#### TASK STATEMENT
Each line below must be set down exactly as it stands.
***** MATERIAL SUPPLIED
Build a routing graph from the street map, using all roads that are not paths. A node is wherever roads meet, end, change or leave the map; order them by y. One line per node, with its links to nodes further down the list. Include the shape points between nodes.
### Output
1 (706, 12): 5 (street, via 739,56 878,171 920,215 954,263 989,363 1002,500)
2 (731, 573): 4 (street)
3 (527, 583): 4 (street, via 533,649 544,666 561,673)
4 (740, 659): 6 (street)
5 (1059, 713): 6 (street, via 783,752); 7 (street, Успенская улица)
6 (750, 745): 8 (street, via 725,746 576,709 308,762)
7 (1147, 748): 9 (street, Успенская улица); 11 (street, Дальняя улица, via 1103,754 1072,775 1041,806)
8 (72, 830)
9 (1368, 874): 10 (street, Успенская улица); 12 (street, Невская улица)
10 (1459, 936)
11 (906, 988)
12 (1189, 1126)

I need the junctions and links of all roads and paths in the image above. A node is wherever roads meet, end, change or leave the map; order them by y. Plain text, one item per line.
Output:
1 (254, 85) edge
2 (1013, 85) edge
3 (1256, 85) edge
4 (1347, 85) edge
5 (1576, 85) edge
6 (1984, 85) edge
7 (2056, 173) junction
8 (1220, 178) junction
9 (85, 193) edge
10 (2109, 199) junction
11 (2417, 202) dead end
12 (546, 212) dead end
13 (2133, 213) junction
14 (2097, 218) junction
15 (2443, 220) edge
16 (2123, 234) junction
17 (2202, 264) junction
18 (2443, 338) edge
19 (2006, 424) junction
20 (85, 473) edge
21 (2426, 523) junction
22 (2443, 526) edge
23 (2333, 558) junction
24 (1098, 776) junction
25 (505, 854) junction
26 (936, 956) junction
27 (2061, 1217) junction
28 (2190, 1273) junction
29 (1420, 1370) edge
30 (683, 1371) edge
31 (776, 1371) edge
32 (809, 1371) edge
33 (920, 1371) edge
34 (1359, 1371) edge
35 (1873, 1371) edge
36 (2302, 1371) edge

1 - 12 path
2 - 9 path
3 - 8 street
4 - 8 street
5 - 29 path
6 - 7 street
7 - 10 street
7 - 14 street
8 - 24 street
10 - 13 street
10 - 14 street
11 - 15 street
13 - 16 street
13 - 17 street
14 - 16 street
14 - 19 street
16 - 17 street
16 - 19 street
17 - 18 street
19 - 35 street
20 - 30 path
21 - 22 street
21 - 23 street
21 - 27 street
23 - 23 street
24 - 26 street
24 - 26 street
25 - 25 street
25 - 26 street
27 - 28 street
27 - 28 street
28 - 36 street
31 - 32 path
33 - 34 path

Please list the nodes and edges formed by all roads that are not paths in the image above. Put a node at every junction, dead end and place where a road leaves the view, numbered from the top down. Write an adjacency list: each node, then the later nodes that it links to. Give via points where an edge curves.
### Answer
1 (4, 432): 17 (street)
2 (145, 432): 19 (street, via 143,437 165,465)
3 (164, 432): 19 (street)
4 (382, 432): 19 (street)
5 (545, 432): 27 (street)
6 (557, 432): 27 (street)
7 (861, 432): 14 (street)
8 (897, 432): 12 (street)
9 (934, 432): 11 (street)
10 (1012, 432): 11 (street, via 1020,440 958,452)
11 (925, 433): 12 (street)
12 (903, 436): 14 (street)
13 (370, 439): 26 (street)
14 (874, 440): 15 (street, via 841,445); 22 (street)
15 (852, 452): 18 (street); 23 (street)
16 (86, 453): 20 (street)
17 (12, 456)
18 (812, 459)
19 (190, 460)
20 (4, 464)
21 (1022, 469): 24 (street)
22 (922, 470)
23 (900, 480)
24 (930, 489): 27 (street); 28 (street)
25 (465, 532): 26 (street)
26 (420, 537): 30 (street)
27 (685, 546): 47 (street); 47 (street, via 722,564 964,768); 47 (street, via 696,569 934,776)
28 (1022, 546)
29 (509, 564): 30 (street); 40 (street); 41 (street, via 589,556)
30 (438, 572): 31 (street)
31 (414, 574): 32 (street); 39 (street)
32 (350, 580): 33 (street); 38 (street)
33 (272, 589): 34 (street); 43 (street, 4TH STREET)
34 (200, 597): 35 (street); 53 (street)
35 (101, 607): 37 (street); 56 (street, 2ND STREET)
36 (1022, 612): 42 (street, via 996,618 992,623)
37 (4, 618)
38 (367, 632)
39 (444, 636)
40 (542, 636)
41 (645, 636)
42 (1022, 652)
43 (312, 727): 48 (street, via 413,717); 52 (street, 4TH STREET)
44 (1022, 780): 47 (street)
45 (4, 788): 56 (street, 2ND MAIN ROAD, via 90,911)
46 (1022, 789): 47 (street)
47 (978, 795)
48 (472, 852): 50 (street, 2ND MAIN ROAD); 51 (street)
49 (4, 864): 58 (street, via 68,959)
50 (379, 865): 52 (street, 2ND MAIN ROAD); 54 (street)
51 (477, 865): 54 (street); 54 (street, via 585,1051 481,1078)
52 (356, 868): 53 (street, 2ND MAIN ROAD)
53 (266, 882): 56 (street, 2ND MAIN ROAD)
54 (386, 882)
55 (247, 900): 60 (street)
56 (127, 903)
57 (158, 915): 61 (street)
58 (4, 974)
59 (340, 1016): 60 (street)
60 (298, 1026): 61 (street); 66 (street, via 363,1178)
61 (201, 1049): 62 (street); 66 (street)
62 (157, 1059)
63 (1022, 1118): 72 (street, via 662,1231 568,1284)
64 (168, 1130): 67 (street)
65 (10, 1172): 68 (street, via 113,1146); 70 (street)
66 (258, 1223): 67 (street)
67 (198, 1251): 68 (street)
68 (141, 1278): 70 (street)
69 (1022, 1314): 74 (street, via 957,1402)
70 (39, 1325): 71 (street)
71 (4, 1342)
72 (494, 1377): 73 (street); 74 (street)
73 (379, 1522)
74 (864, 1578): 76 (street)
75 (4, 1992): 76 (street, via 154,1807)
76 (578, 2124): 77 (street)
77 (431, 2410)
**********
#### ANSWER SECTION
Build a routing graph from the street map, using all roads that are not paths. A node is wherever roads meet, end, change or leave the map; order them by y. One line per node, with its links to nodes further down the list. Include the shape points between nodes.
### Output
1 (706, 12): 5 (street, via 739,56 878,171 920,215 954,263 989,363 1002,500)
2 (731, 573): 4 (street)
3 (527, 583): 4 (street, via 533,649 544,666 561,673)
4 (740, 659): 6 (street)
5 (1059, 713): 6 (street, via 783,752); 7 (street, Успенская улица)
6 (750, 745): 8 (street, via 725,746 576,709 308,762)
7 (1147, 748): 9 (street, Успенская улица); 11 (street, Дальняя улица, via 1103,754 1072,775 1041,806)
8 (72, 830)
9 (1368, 874): 10 (street, Успенская улица); 12 (street, Невская улица)
10 (1459, 936)
11 (906, 988)
12 (1189, 1126)

I need the junctions and links of all roads and paths in the image above. A node is wherever roads meet, end, change or leave the map; order them by y. Plain text, one item per line.
Output:
1 (254, 85) edge
2 (1013, 85) edge
3 (1256, 85) edge
4 (1347, 85) edge
5 (1576, 85) edge
6 (1984, 85) edge
7 (2056, 173) junction
8 (1220, 178) junction
9 (85, 193) edge
10 (2109, 199) junction
11 (2417, 202) dead end
12 (546, 212) dead end
13 (2133, 213) junction
14 (2097, 218) junction
15 (2443, 220) edge
16 (2123, 234) junction
17 (2202, 264) junction
18 (2443, 338) edge
19 (2006, 424) junction
20 (85, 473) edge
21 (2426, 523) junction
22 (2443, 526) edge
23 (2333, 558) junction
24 (1098, 776) junction
25 (505, 854) junction
26 (936, 956) junction
27 (2061, 1217) junction
28 (2190, 1273) junction
29 (1420, 1370) edge
30 (683, 1371) edge
31 (776, 1371) edge
32 (809, 1371) edge
33 (920, 1371) edge
34 (1359, 1371) edge
35 (1873, 1371) edge
36 (2302, 1371) edge

1 - 12 path
2 - 9 path
3 - 8 street
4 - 8 street
5 - 29 path
6 - 7 street
7 - 10 street
7 - 14 street
8 - 24 street
10 - 13 street
10 - 14 street
11 - 15 street
13 - 16 street
13 - 17 street
14 - 16 street
14 - 19 street
16 - 17 street
16 - 19 street
17 - 18 street
19 - 35 street
20 - 30 path
21 - 22 street
21 - 23 street
21 - 27 street
23 - 23 street
24 - 26 street
24 - 26 street
25 - 25 street
25 - 26 street
27 - 28 street
27 - 28 street
28 - 36 street
31 - 32 path
33 - 34 path

Please list the nodes and edges formed by all roads that are not paths in the image above. Put a node at every junction, dead end and place where a road leaves the view, numbered from the top down. Write an adjacency list: each node, then the later nodes that it links to. Give via points where an edge curves.
### Answer
1 (4, 432): 17 (street)
2 (145, 432): 19 (street, via 143,437 165,465)
3 (164, 432): 19 (street)
4 (382, 432): 19 (street)
5 (545, 432): 27 (street)
6 (557, 432): 27 (street)
7 (861, 432): 14 (street)
8 (897, 432): 12 (street)
9 (934, 432): 11 (street)
10 (1012, 432): 11 (street, via 1020,440 958,452)
11 (925, 433): 12 (street)
12 (903, 436): 14 (street)
13 (370, 439): 26 (street)
14 (874, 440): 15 (street, via 841,445); 22 (street)
15 (852, 452): 18 (street); 23 (street)
16 (86, 453): 20 (street)
17 (12, 456)
18 (812, 459)
19 (190, 460)
20 (4, 464)
21 (1022, 469): 24 (street)
22 (922, 470)
23 (900, 480)
24 (930, 489): 27 (street); 28 (street)
25 (465, 532): 26 (street)
26 (420, 537): 30 (street)
27 (685, 546): 47 (street); 47 (street, via 722,564 964,768); 47 (street, via 696,569 934,776)
28 (1022, 546)
29 (509, 564): 30 (street); 40 (street); 41 (street, via 589,556)
30 (438, 572): 31 (street)
31 (414, 574): 32 (street); 39 (street)
32 (350, 580): 33 (street); 38 (street)
33 (272, 589): 34 (street); 43 (street, 4TH STREET)
34 (200, 597): 35 (street); 53 (street)
35 (101, 607): 37 (street); 56 (street, 2ND STREET)
36 (1022, 612): 42 (street, via 996,618 992,623)
37 (4, 618)
38 (367, 632)
39 (444, 636)
40 (542, 636)
41 (645, 636)
42 (1022, 652)
43 (312, 727): 48 (street, via 413,717); 52 (street, 4TH STREET)
44 (1022, 780): 47 (street)
45 (4, 788): 56 (street, 2ND MAIN ROAD, via 90,911)
46 (1022, 789): 47 (street)
47 (978, 795)
48 (472, 852): 50 (street, 2ND MAIN ROAD); 51 (street)
49 (4, 864): 58 (street, via 68,959)
50 (379, 865): 52 (street, 2ND MAIN ROAD); 54 (street)
51 (477, 865): 54 (street); 54 (street, via 585,1051 481,1078)
52 (356, 868): 53 (street, 2ND MAIN ROAD)
53 (266, 882): 56 (street, 2ND MAIN ROAD)
54 (386, 882)
55 (247, 900): 60 (street)
56 (127, 903)
57 (158, 915): 61 (street)
58 (4, 974)
59 (340, 1016): 60 (street)
60 (298, 1026): 61 (street); 66 (street, via 363,1178)
61 (201, 1049): 62 (street); 66 (street)
62 (157, 1059)
63 (1022, 1118): 72 (street, via 662,1231 568,1284)
64 (168, 1130): 67 (street)
65 (10, 1172): 68 (street, via 113,1146); 70 (street)
66 (258, 1223): 67 (street)
67 (198, 1251): 68 (street)
68 (141, 1278): 70 (street)
69 (1022, 1314): 74 (street, via 957,1402)
70 (39, 1325): 71 (street)
71 (4, 1342)
72 (494, 1377): 73 (street); 74 (street)
73 (379, 1522)
74 (864, 1578): 76 (street)
75 (4, 1992): 76 (street, via 154,1807)
76 (578, 2124): 77 (street)
77 (431, 2410)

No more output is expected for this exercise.